L'amour de Dieu

Jean-Paul Desbiens
Un des pères de la Révolution Tranquille rappelle ici son amour de Dieu.
« Écrire quelques centaines de mots sur l'amour de Dieu est une entreprise indécente. Précisons tout de suite que l'expression «amour de Dieu» peut vouloir dire l'amour de Dieu pour l'homme ou l'amour de l'homme pour Dieu. Dans un cas comme dans l'autre, Mallarmé ne comprenait pas qu'on pût écrire les mots «Dieu» et «coeur». Jules Renard commente: «Ces mots, dans une phrase, font l'effet d'un caillou dans une toile d'araignée.» Ajoutez le mot «amour», assez lié au mot «coeur», l'organe présumé des sentiments, et on ne parle même plus d'un caillou; on parle d'une pierre. On ne peut quand même pas faire l'économie de ces trois mots.Le risque d'indécence se présente si l'on entend livrer son propre témoignage sur son amour de Dieu.

    L'Écriture, toute l'Écriture, nous révèle que Dieu a tellement aimé le monde qu'il a donné le Fils, l'Unique, pour que tout homme qui croit en lui ait la vie éternelle. Et le Fils s'est livré à la mort pour le salut des hommes. Sur cette base, sous cette lumière, l'amour de Dieu pour l'homme est une certitude. Ce n'est pas pour autant une évidence. L'amour «descend» et ne «remonte» guère. Si l'amour était si naturel ou si courant qu'on le chante, il ne serait pas objet de commandement. Or, il est l'objet de deux commandements: le premier et le quatrième. Il n'y a pas de commandement qui oblige à manger ou à respirer.

    Pourtant, l'amour est. C'est l'ÊTRE même, d'après l'Évangile. Dieu est amour. Ainsi, donc, l'amour «descend» et «remonte». En Jésus, la brebis égarée, c'est-à-dire l'humanité, est aimée et aime en retour.

    Justement, l'amour de certains hommes pour Dieu est une évidence. La vie des saints l'établit. Mais la vie des saints n'est pas objet de foi. Et l'objet même de leur amour n'est toujours pas une évidence. Le curé d'Ars: «Je serais bien à plaindre s'il n'y avait pas de paradis. Mais il y a tant de bonheur à aimer Dieu dans cette vie que cela suffirait.» Il avait l'évidence qu'il aimait Dieu; il ne possédait pas l'évidence de l'amour de Dieu ni même que Dieu est. Je dis: l'évidence. Il éprouvait sans doute un sentiment plus profond que l'évidence. Comment savoir? Comment dire?
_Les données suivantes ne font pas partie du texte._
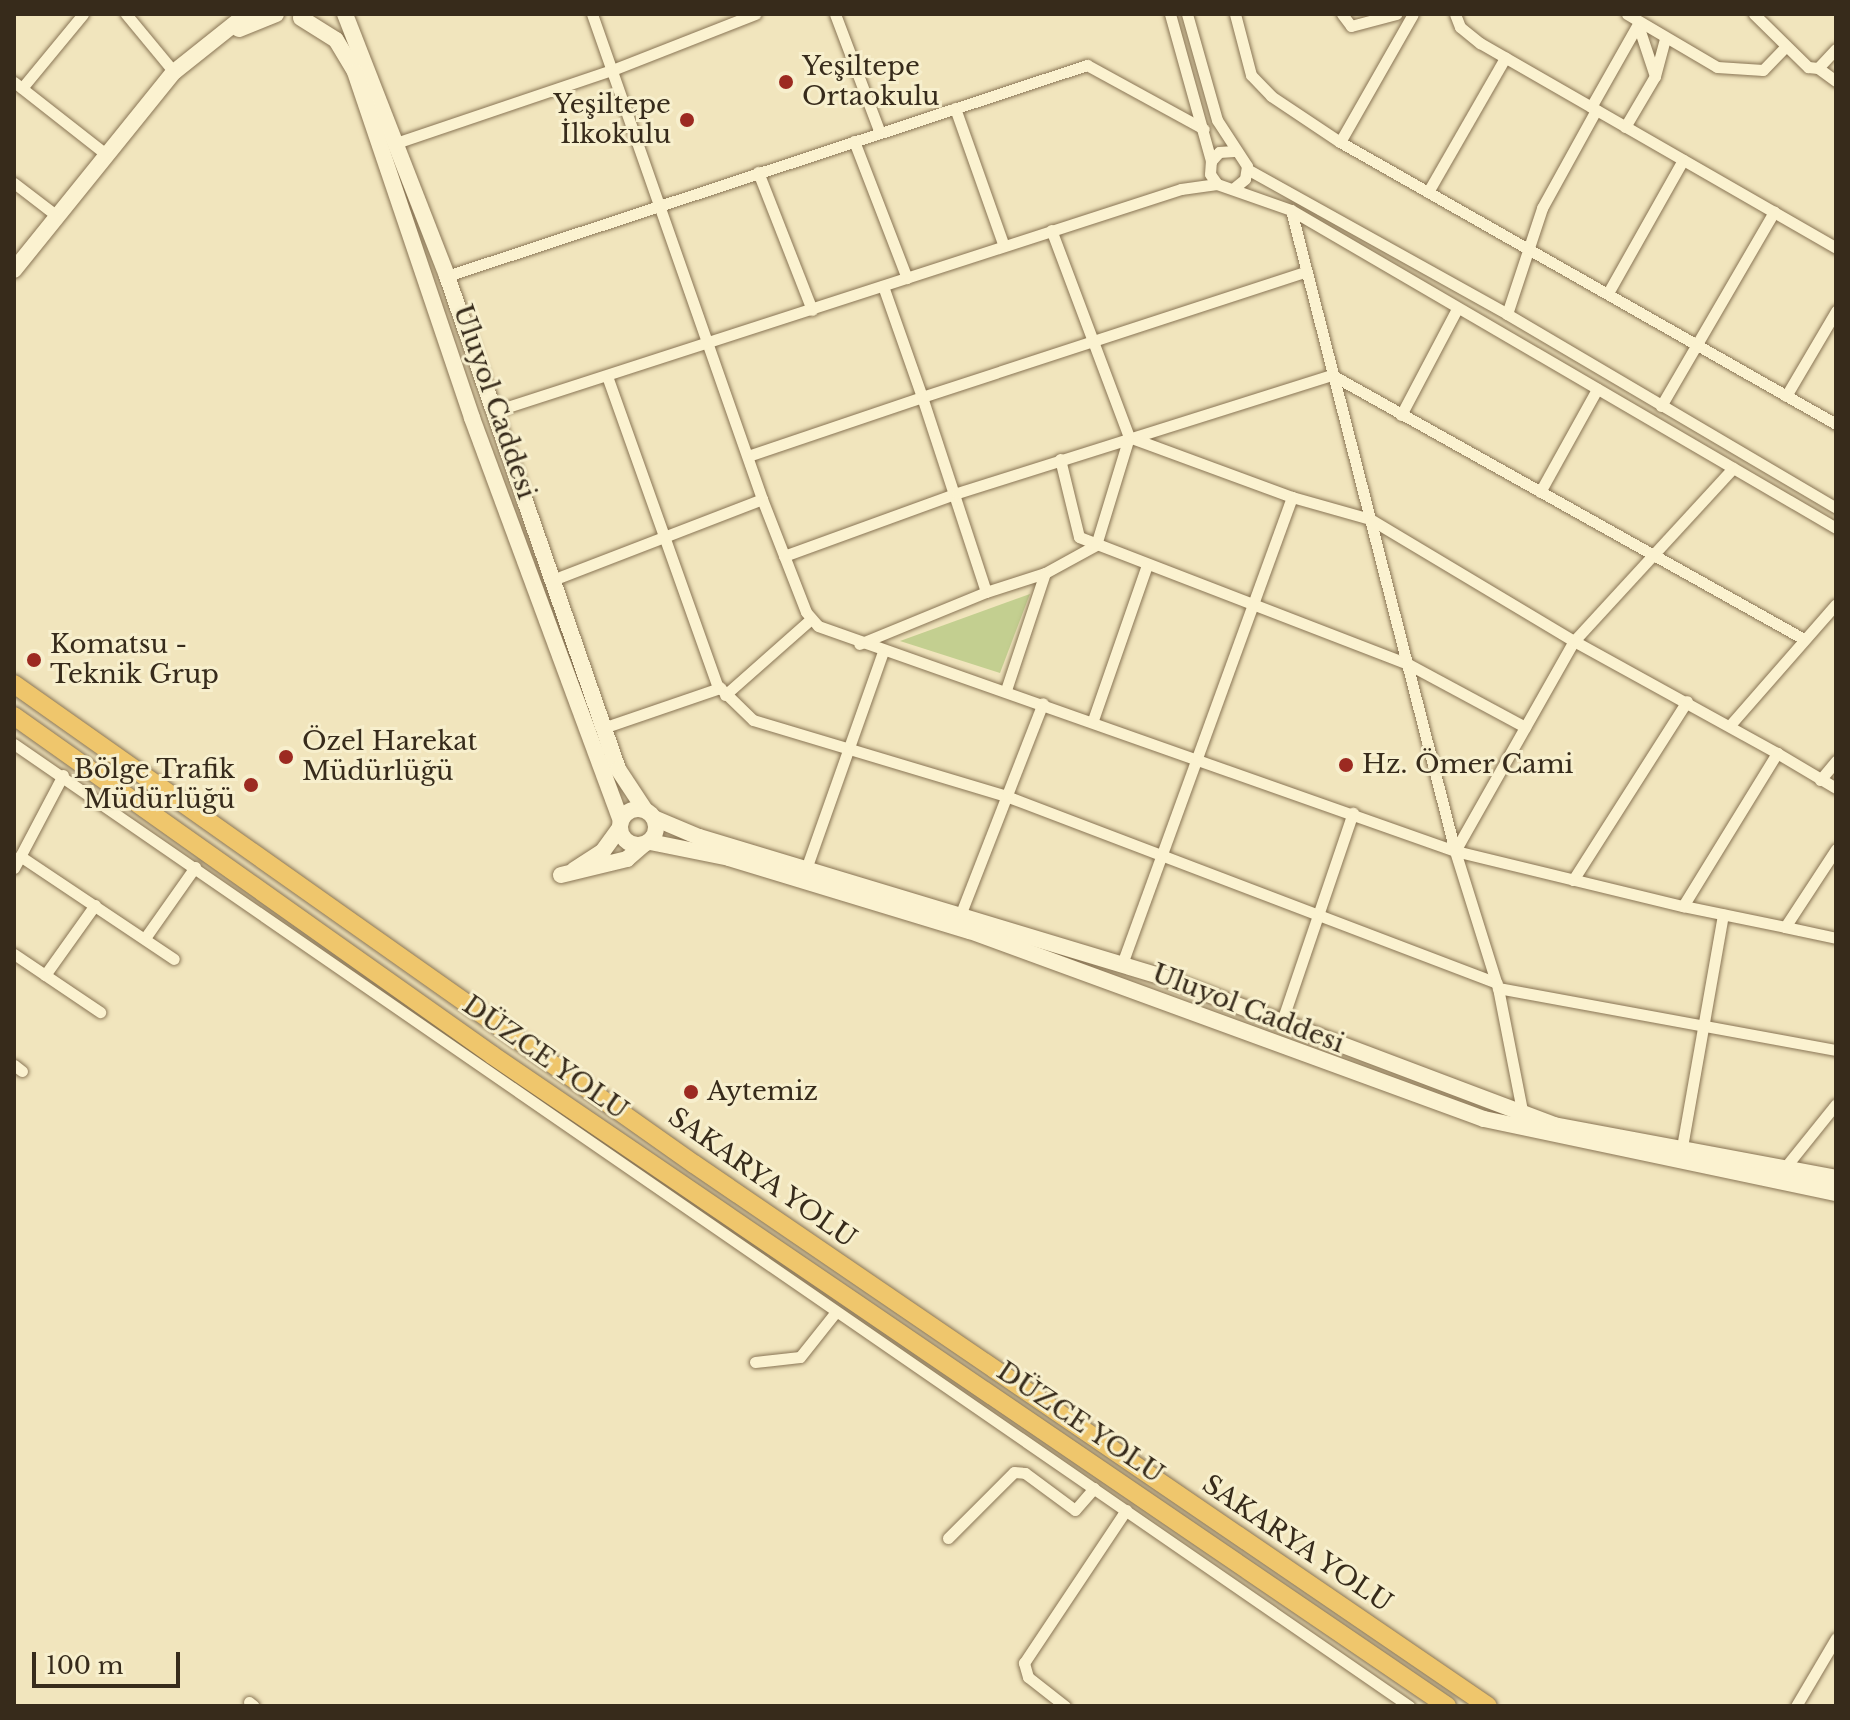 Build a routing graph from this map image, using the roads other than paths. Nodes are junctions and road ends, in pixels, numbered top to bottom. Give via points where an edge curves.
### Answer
1 (83, 14) edge
2 (126, 14) edge
3 (276, 14) edge
4 (345, 14) edge
5 (355, 14) edge
6 (592, 14) edge
7 (755, 14) edge
8 (835, 14) edge
9 (1170, 14) edge
10 (1187, 14) edge
11 (1235, 14) edge
12 (1342, 14) edge
13 (1396, 14) edge
14 (1413, 14) edge
15 (1455, 14) edge
16 (1627, 14) edge
17 (1754, 14) edge
18 (302, 15) edge
19 (235, 17) edge
20 (1638, 24) junction
21 (1665, 38) junction
22 (212, 42) junction
23 (360, 44) junction
24 (1786, 46) junction
25 (1836, 49) edge
26 (1505, 58) junction
27 (1818, 68) junction
28 (612, 70) junction
29 (174, 72) junction
30 (1655, 76) junction
31 (1836, 81) edge
32 (18, 85) edge
33 (955, 108) junction
34 (1594, 109) junction
35 (1625, 127) junction
36 (1204, 129) junction
37 (880, 133) junction
38 (854, 141) junction
39 (1340, 142) junction
40 (396, 143) junction
41 (1234, 151) junction
42 (107, 155) junction
43 (1683, 160) junction
44 (1210, 164) junction
45 (1247, 169) junction
46 (758, 172) junction
47 (14, 183) edge
48 (1217, 184) junction
49 (1235, 187) junction
50 (1181, 189) junction
51 (1428, 192) junction
52 (660, 205) junction
53 (1291, 210) junction
54 (1774, 212) junction
55 (57, 216) junction
56 (1051, 230) junction
57 (1004, 246) junction
58 (1526, 248) junction
59 (1836, 248) edge
60 (14, 270) edge
61 (1304, 272) junction
62 (447, 276) junction
63 (907, 278) junction
64 (883, 286) junction
65 (1608, 293) junction
66 (1457, 309) junction
67 (812, 310) junction
68 (1836, 311) edge
69 (1507, 314) junction
70 (1092, 341) junction
71 (711, 343) junction
72 (1696, 345) junction
73 (1332, 375) junction
74 (607, 376) junction
75 (1597, 389) junction
76 (1786, 396) junction
77 (922, 397) junction
78 (1661, 406) junction
79 (495, 411) junction
80 (1401, 415) junction
81 (1836, 424) edge
82 (1129, 437) junction
83 (748, 456) junction
84 (1060, 459) junction
85 (1733, 468) junction
86 (1540, 492) junction
87 (957, 493) junction
88 (1292, 497) junction
89 (762, 499) junction
90 (1836, 508) edge
91 (1370, 519) junction
92 (1836, 528) edge
93 (661, 538) junction
94 (1096, 545) junction
95 (784, 556) junction
96 (1653, 560) junction
97 (1147, 565) junction
98 (1045, 573) junction
99 (555, 579) junction
100 (986, 592) junction
101 (1836, 604) edge
102 (1251, 606) junction
103 (811, 619) junction
104 (1802, 638) junction
105 (1574, 641) junction
106 (859, 644) junction
107 (883, 652) junction
108 (1408, 664) junction
109 (14, 684) edge
110 (1006, 690) junction
111 (723, 692) junction
112 (1687, 701) junction
113 (1043, 703) junction
114 (14, 716) edge
115 (1093, 720) junction
116 (1731, 724) junction
117 (1525, 727) junction
118 (603, 728) junction
119 (15, 746) edge
120 (847, 750) junction
121 (1777, 753) junction
122 (1200, 757) junction
123 (1836, 761) edge
124 (63, 775) junction
125 (1820, 780) junction
126 (1836, 788) edge
127 (1006, 796) junction
128 (1353, 813) junction
129 (650, 814) junction
130 (621, 824) junction
131 (646, 844) junction
132 (1836, 849) edge
133 (1455, 851) junction
134 (20, 856) junction
135 (1164, 856) junction
136 (195, 867) junction
137 (14, 868) edge
138 (806, 869) junction
139 (1573, 880) junction
140 (95, 905) junction
141 (1683, 906) junction
142 (961, 913) junction
143 (1723, 915) junction
144 (1317, 917) junction
145 (1785, 927) junction
146 (145, 938) junction
147 (1836, 938) edge
148 (14, 954) edge
149 (174, 959) dead end
150 (1122, 964) junction
151 (45, 975) junction
152 (1498, 985) junction
153 (100, 1012) dead end
154 (1282, 1021) junction
155 (1704, 1026) junction
156 (1836, 1050) edge
157 (1836, 1104) edge
158 (1522, 1115) junction
159 (1538, 1131) junction
160 (1682, 1147) junction
161 (1787, 1165) junction
162 (1836, 1178) edge
163 (1836, 1193) edge
164 (835, 1313) junction
165 (755, 1362) dead end
166 (1094, 1488) junction
167 (1126, 1510) junction
168 (948, 1538) dead end
169 (1836, 1638) edge
170 (1065, 1706) edge
171 (1409, 1706) edge
172 (1447, 1706) edge
173 (1488, 1706) edge
174 (1796, 1706) edge

1 - 32 street
2 - 29 street
3 - 22 main road
4 - 23 main road, Uluyol Caddesi
5 - 23 main road
6 - 28 street
7 - 28 street
8 - 37 street
9 - 36 street
10 - 41 street via 1217,120
11 - 39 street via 1251,75 1271,96
12 - 13 street via 1351,26
14 - 39 street
15 - 26 street via 1460,27
16 - 20 street
17 - 24 street
18 - 130 main road, Uluyol Caddesi via 336,40 355,72 472,418
19 - 22 main road
20 - 21 street
20 - 30 street
20 - 34 street
21 - 24 street via 1717,67 1754,71 1763,70
21 - 30 street
22 - 29 main road
23 - 40 main road, Uluyol Caddesi
24 - 27 street via 1808,67
25 - 27 street
26 - 34 street
26 - 51 street
27 - 31 street
28 - 40 street
28 - 52 street
29 - 42 main road
30 - 35 street
32 - 42 street
33 - 36 street via 1087,65
33 - 37 street
33 - 57 street
34 - 35 street
34 - 58 street
35 - 43 street
36 - 44 street
37 - 38 street
38 - 46 street
38 - 63 street
39 - 51 street
40 - 62 main road, Uluyol Caddesi
41 - 44 street via 1219,152
41 - 45 street
42 - 55 main road
43 - 54 street
43 - 65 street
44 - 48 street
44 - 50 street
45 - 49 street
45 - 69 street
46 - 52 street
46 - 67 street
47 - 55 street
48 - 49 street
48 - 50 street
49 - 53 street
50 - 56 street
51 - 58 street
52 - 62 street
52 - 71 street
53 - 61 street
53 - 66 street
54 - 59 street
54 - 72 street
55 - 60 main road
56 - 57 street
56 - 70 street
57 - 63 street
58 - 65 street
58 - 69 street
61 - 70 street
61 - 73 street
62 - 79 main road, Uluyol Caddesi
63 - 64 street
64 - 67 street
64 - 77 street
65 - 72 street
66 - 75 street
66 - 80 street
67 - 71 street
68 - 76 street
69 - 78 street
70 - 77 street
70 - 82 street
71 - 74 street
71 - 83 street
72 - 76 street
72 - 78 street
73 - 80 street
73 - 82 street
73 - 91 street
74 - 79 street
74 - 93 street
75 - 85 street
75 - 86 street
76 - 81 street
77 - 83 street
77 - 87 street
78 - 90 street
79 - 99 main road, Uluyol Caddesi
80 - 86 street
82 - 84 street
82 - 88 street
82 - 94 street
83 - 89 street
84 - 87 street
84 - 94 street via 1079,537
85 - 92 street
85 - 96 street
86 - 96 street
87 - 95 street
87 - 100 street
88 - 91 street
88 - 102 street
89 - 93 street
89 - 95 street
91 - 105 street
91 - 108 street
93 - 99 street
93 - 111 street
94 - 97 street
94 - 98 street
95 - 103 street
96 - 104 street
96 - 105 street
97 - 102 street
97 - 115 street
98 - 100 street
98 - 110 street
99 - 118 main road, Uluyol Caddesi
100 - 106 street
101 - 104 street
102 - 108 street
102 - 122 street
103 - 106 street
103 - 111 street
104 - 116 street
105 - 112 street
105 - 117 street
106 - 107 street
107 - 110 street
107 - 120 street
108 - 117 street
108 - 133 street
109 - 173 highway, SAKARYA YOLU via 694,1164
110 - 113 street
111 - 118 street
111 - 120 street via 753,720
112 - 116 street
112 - 139 street
113 - 115 street
113 - 127 street
114 - 172 highway, DÜZCE YOLU via 492,1055
115 - 122 street
116 - 121 street
117 - 133 street
118 - 129 main road, Uluyol Caddesi via 618,769
119 - 124 street
120 - 127 street
120 - 138 street
121 - 125 street
121 - 141 street
122 - 128 street
122 - 135 street
123 - 125 street
124 - 134 street
124 - 136 street
125 - 126 street
127 - 135 street
127 - 142 street
128 - 133 street
128 - 144 street
129 - 130 main road via 631,810
129 - 131 main road via 657,828
129 - 138 main road, Uluyol Caddesi
130 - 131 main road via 627,842
130 - 131 main road via 603,851 561,875 627,859
131 - 159 main road, Uluyol Caddesi via 704,851 970,931 1419,1099
132 - 145 street
133 - 139 street
133 - 152 street
134 - 137 street
134 - 140 street
135 - 144 street
135 - 150 street
136 - 146 street
136 - 164 street
138 - 142 main road, Uluyol Caddesi
139 - 141 street
140 - 146 street
140 - 151 street
141 - 143 street
142 - 150 main road, Uluyol Caddesi
143 - 145 street
143 - 155 street
144 - 152 street
144 - 154 street
145 - 147 street
146 - 149 street
148 - 151 street
150 - 154 main road, Uluyol Caddesi
151 - 153 street
152 - 155 street
152 - 158 street
154 - 158 main road, Uluyol Caddesi
155 - 156 street
155 - 160 street
157 - 161 street
158 - 159 street
158 - 160 main road, Uluyol Caddesi
159 - 163 main road, Uluyol Caddesi
160 - 161 main road, Uluyol Caddesi
161 - 162 main road, Uluyol Caddesi
164 - 165 street via 800,1357
164 - 166 street
166 - 167 street
166 - 168 street via 1075,1510 1025,1473 1014,1472
167 - 170 street via 1024,1663 1028,1677
167 - 171 street
169 - 174 street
    Ce que nous connaissons, ce que nous affirmons connaître ou avoir connu de plus grand, de plus renversant, s'appelle l'amour humain. Mais l'amour d'un homme pour une femme; l'amour d'une femme pour un homme est-il si évident? L'amour d'un père pour ses enfants; d'une mère pour ses enfants, quand est-ce que cela peut s'appeler de l'amour? L'amour des enfants pour leurs parents est généralement inférieur à celui qu'ils ont reçu. Il ne se démêle guère du besoin de protéger son «espace vital». L'équilibre peut s'établir rétroactivement quand les enfants sont eux-mêmes devenus parents.
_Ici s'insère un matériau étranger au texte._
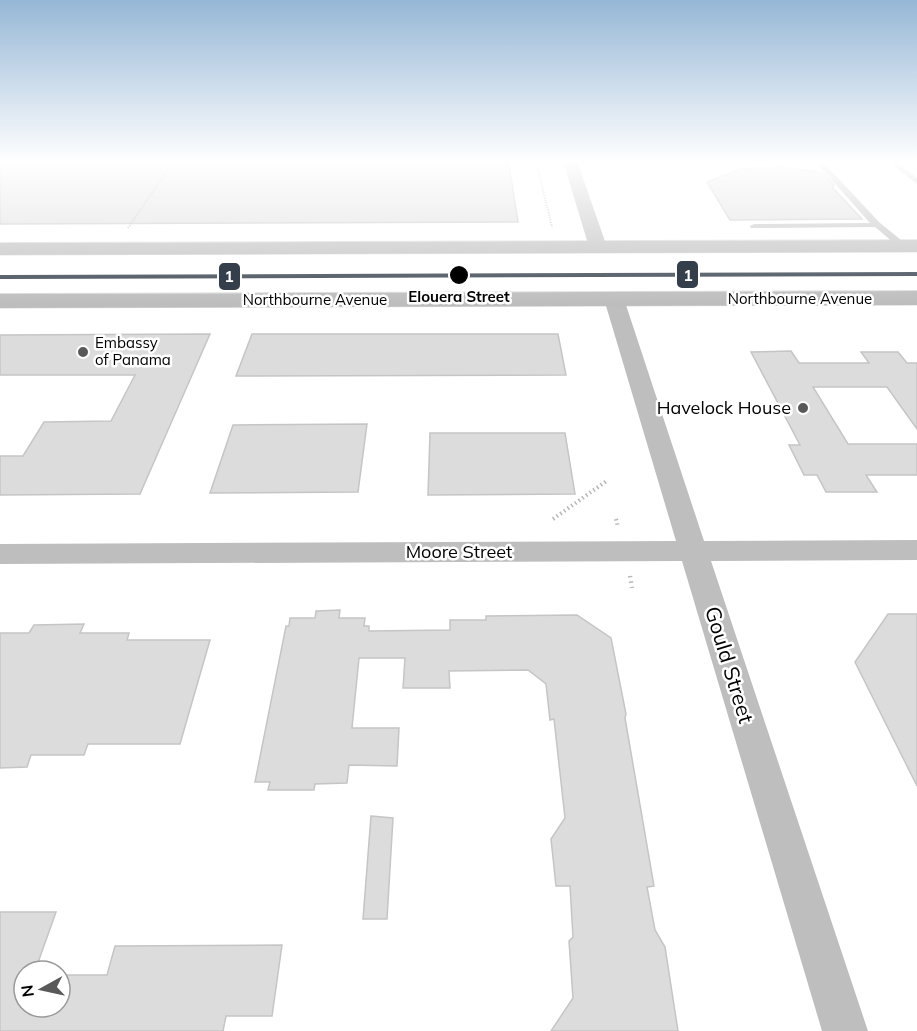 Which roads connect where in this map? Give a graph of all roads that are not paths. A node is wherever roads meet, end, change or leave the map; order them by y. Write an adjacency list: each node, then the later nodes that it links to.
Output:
1 (586, 209): 6 (street)
2 (862, 209): 3 (lane)
3 (877, 225): 4 (lane); 5 (lane)
4 (754, 226)
5 (910, 246): 6 (highway)
6 (598, 247): 7 (highway); 8 (highway)
7 (0, 249)
8 (609, 281): 9 (highway, Northbourne Avenue); 10 (highway, Northbourne Avenue); 12 (street, Gould Street)
9 (917, 298)
10 (0, 301)
11 (917, 550): 12 (street, Moore Street)
12 (693, 551): 13 (street, Moore Street); 14 (street, Gould Street)
13 (0, 554)
14 (845, 1031)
    L'amour se dit beaucoup et aisément, surtout dans l'ébranlement initial. Mais après, mais toujours, et sans illusion, c'est une autre histoire. Une histoire sans mots. Une histoire qui se déroule à l'insu de ceux qui s'aiment.

    Jusqu'ici, je ne dis rien que des banalités. Banalité, je veux dire: des propos à la portée de n'importe qui, selon l'étymologie du mot «banal». Mais qu'en est-il de mon amour de Dieu? Faisons un détour précautionneux. Dans les psaumes, on lit: «Mon âme a soif de Dieu. Mes yeux devancent l'aurore pour te chercher. Qu'ils sont aimés, Seigneur, tes tabernacles! Que ma langue se colle à mon palais si jamais je t'oublie». Les hommes qui ont inventé ces protestations ne connaissaient pas le Dieu de Jésus.
    Je me méfie des émotions spirituelles. De toute façon, je n'en ai pas. Je n'ai jamais fait «l'expérience de Dieu», comme les alléluiatiques en parlent si volontiers. Les premiers chrétiens n'étaient pas sentimentaux. Ils n'avaient même pas pris la peine de se nommer eux-mêmes. Ce sont les païens, par dérision ou par commodité, qui les ont nommés ainsi. Les premiers chrétiens avaient de qui tenir: les quatre premiers témoins, je veux dire les quatre Évangélistes, rapportent la Passion de Jésus dans un style qui s'apprente au procès-verbal.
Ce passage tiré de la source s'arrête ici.